Northern Ireland

Public urged to be on the look-out for 'one-metre long' rodent following Dublin sightings

Coypu can grow a metre long and weigh up to nine kilos
Coypu can grow a metre long and weigh up to nine kilos

A LARGE South American rodent has been spotted along Dublin's Royal Canal.

Waterways Ireland has warned the public to be on the alert for coypu, which is regarded as an invasive species.

A semi-aquatic creature with bright orange teeth, a long cylindrical tail and webbed back feet have been reported near the Ashtown area on the western outskirts of Dublin city.

The rodents, which can be up to a metre long and weigh up to nine kilos, are said to carry a number of diseases harmful to humans and domestic animals.

In the wake of the recent sightings, Waterways Ireland issued an "invasive species alert" and warned the public not to engage the animals or make any attempt to trap. Instead, people are asked to report sightings and where possible take a photograph.

Coypu are regarded as "highly invasive", impacting on native wildlife, and affecting river and canal bank stability. The herbivorous creature, which was first introduced into Europe in the 19th century for fur farming, is regarded as pest of agriculture crops, being especially fond of carrots and parsnips.

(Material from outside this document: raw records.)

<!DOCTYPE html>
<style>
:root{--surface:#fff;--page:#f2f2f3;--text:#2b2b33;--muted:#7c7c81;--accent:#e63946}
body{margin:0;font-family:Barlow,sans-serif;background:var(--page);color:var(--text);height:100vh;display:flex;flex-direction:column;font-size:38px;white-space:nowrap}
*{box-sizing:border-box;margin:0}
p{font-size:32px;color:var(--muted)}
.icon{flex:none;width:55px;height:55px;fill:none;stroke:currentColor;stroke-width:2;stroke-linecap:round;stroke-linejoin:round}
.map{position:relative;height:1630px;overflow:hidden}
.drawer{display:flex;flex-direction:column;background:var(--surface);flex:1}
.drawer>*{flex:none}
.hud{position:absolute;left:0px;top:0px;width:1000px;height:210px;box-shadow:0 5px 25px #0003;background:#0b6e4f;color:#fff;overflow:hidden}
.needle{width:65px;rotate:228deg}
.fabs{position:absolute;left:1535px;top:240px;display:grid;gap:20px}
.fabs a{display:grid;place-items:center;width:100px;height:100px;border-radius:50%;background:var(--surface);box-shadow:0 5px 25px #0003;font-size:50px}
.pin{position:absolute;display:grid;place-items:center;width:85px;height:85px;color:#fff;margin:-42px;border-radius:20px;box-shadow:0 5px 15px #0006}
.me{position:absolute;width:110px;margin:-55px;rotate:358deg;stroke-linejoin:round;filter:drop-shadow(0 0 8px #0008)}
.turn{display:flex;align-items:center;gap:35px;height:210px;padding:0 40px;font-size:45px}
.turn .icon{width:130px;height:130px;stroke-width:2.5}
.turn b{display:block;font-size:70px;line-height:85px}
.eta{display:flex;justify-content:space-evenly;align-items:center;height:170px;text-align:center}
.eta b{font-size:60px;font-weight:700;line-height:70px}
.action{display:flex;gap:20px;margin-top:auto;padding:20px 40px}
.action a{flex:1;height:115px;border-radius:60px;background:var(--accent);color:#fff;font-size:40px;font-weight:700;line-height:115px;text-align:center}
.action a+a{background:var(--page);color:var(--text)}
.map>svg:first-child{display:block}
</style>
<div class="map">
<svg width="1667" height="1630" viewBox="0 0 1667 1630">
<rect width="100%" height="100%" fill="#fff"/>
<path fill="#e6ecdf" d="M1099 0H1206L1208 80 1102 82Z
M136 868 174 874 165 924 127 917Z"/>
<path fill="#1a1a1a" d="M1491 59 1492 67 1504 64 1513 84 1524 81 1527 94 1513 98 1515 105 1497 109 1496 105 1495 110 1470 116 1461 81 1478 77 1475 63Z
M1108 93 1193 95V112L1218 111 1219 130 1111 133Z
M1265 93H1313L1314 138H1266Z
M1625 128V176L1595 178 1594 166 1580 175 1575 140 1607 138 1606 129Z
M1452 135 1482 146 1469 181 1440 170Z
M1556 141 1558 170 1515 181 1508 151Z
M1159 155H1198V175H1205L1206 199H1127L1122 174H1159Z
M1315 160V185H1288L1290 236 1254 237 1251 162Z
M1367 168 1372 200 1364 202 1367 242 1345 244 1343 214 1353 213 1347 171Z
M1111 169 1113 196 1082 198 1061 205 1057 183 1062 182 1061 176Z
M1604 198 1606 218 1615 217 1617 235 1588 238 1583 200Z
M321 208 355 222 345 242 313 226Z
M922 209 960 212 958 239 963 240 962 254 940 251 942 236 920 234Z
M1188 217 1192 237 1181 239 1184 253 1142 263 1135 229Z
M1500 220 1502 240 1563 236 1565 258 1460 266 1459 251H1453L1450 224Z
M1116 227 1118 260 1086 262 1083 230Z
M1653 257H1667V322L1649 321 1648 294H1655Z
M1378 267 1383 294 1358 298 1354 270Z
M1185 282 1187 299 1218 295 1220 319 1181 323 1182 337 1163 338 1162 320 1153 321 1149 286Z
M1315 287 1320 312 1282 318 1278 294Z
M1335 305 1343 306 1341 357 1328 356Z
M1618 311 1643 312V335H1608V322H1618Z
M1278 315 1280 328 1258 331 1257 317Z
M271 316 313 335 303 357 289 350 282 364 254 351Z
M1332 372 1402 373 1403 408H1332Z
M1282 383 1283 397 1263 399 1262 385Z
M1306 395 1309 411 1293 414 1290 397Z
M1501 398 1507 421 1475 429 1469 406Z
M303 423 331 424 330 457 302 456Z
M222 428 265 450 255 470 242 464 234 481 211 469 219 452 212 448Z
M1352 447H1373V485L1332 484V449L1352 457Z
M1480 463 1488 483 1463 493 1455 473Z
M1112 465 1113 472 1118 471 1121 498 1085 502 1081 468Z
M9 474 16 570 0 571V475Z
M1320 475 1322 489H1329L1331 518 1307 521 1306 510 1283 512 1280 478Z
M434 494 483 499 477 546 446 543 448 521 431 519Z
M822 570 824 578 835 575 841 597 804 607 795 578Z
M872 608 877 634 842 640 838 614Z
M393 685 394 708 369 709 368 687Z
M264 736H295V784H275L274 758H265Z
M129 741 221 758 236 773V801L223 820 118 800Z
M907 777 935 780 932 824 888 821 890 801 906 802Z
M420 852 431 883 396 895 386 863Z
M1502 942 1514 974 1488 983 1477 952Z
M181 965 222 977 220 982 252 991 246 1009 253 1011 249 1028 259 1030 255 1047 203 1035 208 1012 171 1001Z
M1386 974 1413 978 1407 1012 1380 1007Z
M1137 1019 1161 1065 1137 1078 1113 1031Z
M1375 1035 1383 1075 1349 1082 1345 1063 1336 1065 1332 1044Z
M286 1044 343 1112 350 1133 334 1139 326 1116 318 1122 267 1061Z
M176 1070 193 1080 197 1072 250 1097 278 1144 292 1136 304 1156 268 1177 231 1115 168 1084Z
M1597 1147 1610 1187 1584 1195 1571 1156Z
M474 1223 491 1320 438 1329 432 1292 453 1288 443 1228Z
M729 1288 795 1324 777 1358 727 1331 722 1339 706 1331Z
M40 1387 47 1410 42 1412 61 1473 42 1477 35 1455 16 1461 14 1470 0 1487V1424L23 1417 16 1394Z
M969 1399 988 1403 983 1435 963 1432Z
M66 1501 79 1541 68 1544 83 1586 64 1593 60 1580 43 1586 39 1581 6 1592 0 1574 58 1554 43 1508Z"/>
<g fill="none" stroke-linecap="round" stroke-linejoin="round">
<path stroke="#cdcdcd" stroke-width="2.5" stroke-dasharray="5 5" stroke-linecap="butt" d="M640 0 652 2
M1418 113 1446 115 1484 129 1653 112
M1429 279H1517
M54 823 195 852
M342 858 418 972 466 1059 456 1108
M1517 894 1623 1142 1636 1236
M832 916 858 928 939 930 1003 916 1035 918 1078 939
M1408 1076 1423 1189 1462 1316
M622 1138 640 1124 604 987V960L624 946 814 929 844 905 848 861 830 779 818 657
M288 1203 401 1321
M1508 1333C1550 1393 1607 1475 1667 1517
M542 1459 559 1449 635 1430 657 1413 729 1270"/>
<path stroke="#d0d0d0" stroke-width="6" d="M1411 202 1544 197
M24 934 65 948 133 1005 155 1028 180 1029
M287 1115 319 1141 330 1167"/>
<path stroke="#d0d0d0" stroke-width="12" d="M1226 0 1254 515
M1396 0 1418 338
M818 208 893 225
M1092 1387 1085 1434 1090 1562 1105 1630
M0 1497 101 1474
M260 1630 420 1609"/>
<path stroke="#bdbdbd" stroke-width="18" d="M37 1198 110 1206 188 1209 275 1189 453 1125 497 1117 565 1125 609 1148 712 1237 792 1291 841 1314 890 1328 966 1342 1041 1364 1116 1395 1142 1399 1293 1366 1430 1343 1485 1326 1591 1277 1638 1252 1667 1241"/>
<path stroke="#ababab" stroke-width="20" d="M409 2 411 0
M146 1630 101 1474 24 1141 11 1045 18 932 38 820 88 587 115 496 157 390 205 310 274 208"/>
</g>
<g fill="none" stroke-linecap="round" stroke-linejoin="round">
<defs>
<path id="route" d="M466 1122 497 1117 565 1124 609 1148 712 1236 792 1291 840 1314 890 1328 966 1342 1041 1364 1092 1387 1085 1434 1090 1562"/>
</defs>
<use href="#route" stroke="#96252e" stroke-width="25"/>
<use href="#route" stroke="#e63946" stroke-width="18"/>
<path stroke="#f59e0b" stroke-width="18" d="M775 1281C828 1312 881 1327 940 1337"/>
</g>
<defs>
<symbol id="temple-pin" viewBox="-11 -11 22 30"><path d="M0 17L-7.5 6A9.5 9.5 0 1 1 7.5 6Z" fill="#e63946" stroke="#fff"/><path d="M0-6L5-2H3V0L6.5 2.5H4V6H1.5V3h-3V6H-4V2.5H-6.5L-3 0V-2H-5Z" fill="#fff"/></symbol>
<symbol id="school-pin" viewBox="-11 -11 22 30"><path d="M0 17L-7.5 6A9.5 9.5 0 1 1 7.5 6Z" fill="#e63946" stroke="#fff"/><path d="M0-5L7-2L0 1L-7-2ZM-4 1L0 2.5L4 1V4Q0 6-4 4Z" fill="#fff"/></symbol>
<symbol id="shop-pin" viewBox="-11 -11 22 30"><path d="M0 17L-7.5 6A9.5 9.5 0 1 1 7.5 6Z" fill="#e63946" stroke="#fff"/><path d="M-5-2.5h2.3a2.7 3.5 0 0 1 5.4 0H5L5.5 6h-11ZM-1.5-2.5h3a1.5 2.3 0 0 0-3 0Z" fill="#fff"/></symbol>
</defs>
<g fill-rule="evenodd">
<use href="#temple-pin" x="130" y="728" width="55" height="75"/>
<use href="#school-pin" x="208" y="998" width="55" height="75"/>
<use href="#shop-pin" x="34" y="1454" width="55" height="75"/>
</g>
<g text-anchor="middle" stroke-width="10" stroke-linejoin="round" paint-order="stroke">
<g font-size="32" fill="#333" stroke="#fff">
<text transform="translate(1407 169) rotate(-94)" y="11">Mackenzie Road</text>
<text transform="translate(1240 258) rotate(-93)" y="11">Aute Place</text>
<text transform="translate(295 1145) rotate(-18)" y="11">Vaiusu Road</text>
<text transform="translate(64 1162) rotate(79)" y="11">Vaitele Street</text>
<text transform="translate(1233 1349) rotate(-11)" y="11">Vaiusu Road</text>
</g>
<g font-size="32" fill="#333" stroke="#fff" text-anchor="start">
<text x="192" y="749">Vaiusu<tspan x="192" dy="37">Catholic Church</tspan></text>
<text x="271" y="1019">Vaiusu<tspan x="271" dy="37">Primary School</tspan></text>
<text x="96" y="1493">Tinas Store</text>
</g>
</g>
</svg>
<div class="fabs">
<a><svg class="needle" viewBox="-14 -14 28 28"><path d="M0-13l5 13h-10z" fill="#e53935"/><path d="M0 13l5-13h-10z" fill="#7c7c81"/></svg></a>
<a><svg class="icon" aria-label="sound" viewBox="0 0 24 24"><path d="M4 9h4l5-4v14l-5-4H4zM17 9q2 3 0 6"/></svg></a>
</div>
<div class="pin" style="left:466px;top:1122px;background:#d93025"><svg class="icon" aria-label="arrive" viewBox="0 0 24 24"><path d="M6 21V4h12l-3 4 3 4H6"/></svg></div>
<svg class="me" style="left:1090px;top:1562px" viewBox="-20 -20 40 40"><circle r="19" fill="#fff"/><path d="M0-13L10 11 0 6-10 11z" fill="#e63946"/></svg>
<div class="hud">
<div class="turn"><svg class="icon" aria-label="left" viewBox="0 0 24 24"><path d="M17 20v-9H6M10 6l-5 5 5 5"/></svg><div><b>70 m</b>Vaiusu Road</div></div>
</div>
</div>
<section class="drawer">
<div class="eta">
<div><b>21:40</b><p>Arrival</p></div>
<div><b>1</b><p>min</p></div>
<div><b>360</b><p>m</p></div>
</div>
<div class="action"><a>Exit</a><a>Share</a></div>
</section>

It is thought to have been introduced to Ireland around five years ago, initially as a novelty attraction at a pet farm in Cork. However, some escaped shortly afterwards and began breeding on the outskirts of Cork city. In 2016, 10 coypu were shot on the Curraheen river on the outskirts of the city.

A successful eradication programme in East Anglia in Britain in the 1980s “took 10 years and cost several million pounds sterling”, Waterways Ireland said.